Gabrielle A. Brenner is an Associate Professor of Economics. She holds a Bachelor of Science in Mathematics and master's degree in economics from the University of Jerusalem as well as a Ph.D. in economics from the University of Chicago. She is particularly interested by the areas of entrepreneurship, game theory, and the operation of competitive and regulated markets. Brenner specializes in decision making in situations involving risk.

==Career==

Brenner is an associate professor in Economics at the Hautes Études Commerciales (HEC Montréal). She is also an Associate member of the Chaire d’entrepreneuriat Rogers – J.-A.-Bombardier.

Brenner has participated in several studies on the development of entrepreneurship in North America and West Africa. She also contributed to studies on entrepreneurship in ethnic communities and the role it plays in the social integration of immigrants.

Brenner has worked on numerous programs to develop entrepreneurship.
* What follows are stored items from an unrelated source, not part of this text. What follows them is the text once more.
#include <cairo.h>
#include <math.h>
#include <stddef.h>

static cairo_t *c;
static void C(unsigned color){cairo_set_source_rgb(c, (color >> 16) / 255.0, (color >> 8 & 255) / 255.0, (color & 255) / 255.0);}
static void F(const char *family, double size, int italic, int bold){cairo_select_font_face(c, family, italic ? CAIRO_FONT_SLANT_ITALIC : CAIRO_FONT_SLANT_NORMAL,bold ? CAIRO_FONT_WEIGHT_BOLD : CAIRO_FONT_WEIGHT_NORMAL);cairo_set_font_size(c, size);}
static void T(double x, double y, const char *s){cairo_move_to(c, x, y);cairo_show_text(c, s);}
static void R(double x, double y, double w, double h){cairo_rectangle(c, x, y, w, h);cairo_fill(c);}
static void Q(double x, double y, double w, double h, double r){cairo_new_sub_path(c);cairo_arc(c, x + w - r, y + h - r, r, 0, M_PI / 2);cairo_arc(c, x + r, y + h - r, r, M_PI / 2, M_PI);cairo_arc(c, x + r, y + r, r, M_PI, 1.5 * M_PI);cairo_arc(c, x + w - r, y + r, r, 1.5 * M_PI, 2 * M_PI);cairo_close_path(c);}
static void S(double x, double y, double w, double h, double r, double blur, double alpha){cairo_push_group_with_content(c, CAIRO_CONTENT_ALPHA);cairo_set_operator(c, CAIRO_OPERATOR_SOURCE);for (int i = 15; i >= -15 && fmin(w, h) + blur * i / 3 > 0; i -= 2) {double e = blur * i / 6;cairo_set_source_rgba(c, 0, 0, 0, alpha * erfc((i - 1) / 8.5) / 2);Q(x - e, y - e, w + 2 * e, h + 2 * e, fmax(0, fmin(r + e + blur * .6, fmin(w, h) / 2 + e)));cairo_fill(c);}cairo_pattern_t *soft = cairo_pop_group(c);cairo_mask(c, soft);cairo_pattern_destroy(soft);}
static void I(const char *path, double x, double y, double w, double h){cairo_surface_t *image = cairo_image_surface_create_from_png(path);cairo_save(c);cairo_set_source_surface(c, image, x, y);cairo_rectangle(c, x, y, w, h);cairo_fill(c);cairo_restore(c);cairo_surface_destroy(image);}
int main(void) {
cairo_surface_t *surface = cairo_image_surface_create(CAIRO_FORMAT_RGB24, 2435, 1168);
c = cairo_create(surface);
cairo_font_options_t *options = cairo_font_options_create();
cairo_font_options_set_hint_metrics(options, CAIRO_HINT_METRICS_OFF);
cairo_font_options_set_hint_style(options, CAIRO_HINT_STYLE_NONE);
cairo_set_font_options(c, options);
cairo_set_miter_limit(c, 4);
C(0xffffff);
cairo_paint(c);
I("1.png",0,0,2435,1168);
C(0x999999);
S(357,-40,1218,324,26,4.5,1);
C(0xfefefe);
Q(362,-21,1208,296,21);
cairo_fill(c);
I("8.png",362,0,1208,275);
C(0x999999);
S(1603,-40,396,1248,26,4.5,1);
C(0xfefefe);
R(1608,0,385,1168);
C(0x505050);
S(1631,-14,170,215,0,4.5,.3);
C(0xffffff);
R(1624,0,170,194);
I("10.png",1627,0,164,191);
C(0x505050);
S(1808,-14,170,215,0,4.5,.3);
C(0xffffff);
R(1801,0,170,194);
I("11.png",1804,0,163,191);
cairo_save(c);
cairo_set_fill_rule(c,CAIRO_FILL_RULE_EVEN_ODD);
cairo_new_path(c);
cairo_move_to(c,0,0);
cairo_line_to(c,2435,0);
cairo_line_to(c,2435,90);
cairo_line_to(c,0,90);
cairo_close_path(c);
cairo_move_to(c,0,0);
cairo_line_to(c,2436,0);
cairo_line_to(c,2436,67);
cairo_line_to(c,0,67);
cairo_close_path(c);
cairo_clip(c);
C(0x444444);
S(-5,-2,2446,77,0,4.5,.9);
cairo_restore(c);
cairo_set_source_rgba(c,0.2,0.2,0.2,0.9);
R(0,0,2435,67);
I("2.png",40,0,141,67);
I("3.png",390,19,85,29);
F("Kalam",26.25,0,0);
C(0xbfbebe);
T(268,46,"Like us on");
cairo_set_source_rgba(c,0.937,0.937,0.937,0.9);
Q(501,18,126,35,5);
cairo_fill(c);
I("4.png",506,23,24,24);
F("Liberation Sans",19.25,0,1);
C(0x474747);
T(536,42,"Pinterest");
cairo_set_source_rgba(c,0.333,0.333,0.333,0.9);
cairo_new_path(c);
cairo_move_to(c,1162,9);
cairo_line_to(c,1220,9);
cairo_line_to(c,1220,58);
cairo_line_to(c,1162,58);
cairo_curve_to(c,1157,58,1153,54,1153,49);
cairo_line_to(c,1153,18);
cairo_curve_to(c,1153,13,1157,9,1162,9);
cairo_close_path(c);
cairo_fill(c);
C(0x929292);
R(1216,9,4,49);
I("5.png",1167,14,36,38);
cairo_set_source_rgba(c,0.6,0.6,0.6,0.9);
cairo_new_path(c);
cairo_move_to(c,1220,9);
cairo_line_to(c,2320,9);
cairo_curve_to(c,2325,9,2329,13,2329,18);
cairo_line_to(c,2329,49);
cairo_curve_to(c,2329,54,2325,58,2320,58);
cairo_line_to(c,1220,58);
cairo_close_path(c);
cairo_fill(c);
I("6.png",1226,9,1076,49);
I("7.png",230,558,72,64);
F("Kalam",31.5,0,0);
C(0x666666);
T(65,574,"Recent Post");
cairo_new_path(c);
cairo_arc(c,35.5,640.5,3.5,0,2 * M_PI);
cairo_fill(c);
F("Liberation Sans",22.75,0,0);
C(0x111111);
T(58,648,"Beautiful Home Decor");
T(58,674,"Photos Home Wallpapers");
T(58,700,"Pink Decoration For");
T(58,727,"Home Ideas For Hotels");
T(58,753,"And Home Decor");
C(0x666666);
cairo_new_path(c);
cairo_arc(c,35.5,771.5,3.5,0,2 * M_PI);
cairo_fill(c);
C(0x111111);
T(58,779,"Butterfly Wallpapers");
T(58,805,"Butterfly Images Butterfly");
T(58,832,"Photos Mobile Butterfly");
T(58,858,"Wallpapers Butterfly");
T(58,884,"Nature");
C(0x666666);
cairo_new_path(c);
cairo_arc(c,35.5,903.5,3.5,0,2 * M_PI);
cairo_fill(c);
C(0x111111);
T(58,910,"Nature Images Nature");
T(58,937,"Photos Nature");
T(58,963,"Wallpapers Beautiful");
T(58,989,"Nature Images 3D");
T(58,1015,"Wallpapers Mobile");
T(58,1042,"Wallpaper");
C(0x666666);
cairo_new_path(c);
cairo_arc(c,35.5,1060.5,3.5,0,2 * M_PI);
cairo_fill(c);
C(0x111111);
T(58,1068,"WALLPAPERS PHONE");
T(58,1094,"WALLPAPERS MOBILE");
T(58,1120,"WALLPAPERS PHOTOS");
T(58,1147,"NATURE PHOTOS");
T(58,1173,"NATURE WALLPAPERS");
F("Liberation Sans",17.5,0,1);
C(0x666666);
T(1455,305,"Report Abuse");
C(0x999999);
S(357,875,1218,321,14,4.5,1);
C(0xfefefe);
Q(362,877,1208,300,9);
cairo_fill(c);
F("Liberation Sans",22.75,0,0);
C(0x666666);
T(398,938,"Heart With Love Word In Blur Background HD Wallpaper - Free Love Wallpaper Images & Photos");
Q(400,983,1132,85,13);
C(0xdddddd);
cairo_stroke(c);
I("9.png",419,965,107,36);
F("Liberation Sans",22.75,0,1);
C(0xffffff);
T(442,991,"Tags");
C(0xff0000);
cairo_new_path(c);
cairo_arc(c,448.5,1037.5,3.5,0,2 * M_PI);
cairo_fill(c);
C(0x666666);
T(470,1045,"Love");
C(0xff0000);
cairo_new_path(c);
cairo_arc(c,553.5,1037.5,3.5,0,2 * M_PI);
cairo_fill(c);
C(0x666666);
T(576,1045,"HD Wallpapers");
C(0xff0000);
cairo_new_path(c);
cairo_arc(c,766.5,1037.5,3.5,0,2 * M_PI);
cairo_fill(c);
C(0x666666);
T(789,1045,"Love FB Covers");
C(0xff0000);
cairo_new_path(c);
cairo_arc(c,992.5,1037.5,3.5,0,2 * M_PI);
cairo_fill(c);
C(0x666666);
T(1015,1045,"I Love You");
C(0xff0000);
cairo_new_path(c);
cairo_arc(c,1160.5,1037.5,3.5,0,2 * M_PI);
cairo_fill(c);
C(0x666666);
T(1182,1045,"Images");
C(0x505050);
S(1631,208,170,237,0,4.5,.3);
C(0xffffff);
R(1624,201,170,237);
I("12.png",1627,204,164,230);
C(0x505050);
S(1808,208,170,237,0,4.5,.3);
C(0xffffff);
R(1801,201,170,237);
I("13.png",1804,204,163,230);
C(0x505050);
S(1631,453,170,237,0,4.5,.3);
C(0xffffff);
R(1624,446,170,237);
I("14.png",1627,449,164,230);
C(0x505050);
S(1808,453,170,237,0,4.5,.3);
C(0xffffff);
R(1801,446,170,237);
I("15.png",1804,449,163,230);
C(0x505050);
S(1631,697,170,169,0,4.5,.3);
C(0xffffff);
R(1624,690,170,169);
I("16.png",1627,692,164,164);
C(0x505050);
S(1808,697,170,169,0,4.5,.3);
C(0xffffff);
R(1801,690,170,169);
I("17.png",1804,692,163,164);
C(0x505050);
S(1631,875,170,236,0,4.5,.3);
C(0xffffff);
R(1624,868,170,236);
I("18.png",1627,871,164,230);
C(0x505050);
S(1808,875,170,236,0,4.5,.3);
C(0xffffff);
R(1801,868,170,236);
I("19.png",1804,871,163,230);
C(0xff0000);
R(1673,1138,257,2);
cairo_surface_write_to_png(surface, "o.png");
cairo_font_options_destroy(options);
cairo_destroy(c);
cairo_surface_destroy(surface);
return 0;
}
She served as a consultant for the World Bank, UNIDO, and CIDA.

==Publications==

===Books===
- Brenner, R., Brenner, G.A., and Brown, A., A World of Chance, Cambridge University Press, 2008.
- Brenner, R. and Brenner, G., Gambling and Speculation, Cambridge, Cambridge University Press, 1990, pp. vii-286, published in French in Paris by Presses Universitaires de France, 1993.

===Articles===
- (and Brenner, R.) "Gambling: Shaping an opinion", Journal of Gambling Studies, v. 6, no. 4 (1990), pp. 297–311.
- (and Brenner, R.) "Les Innovations et La Loi Sur la Concurrence", Actualité Economique, v. 65, no.1 (1989), pp. 146–63.
- (and Brenner, R.), "Intrepreneurship - Le nouveau nom d'un vieux phénomène", Revue internationale de gestion, September 1988.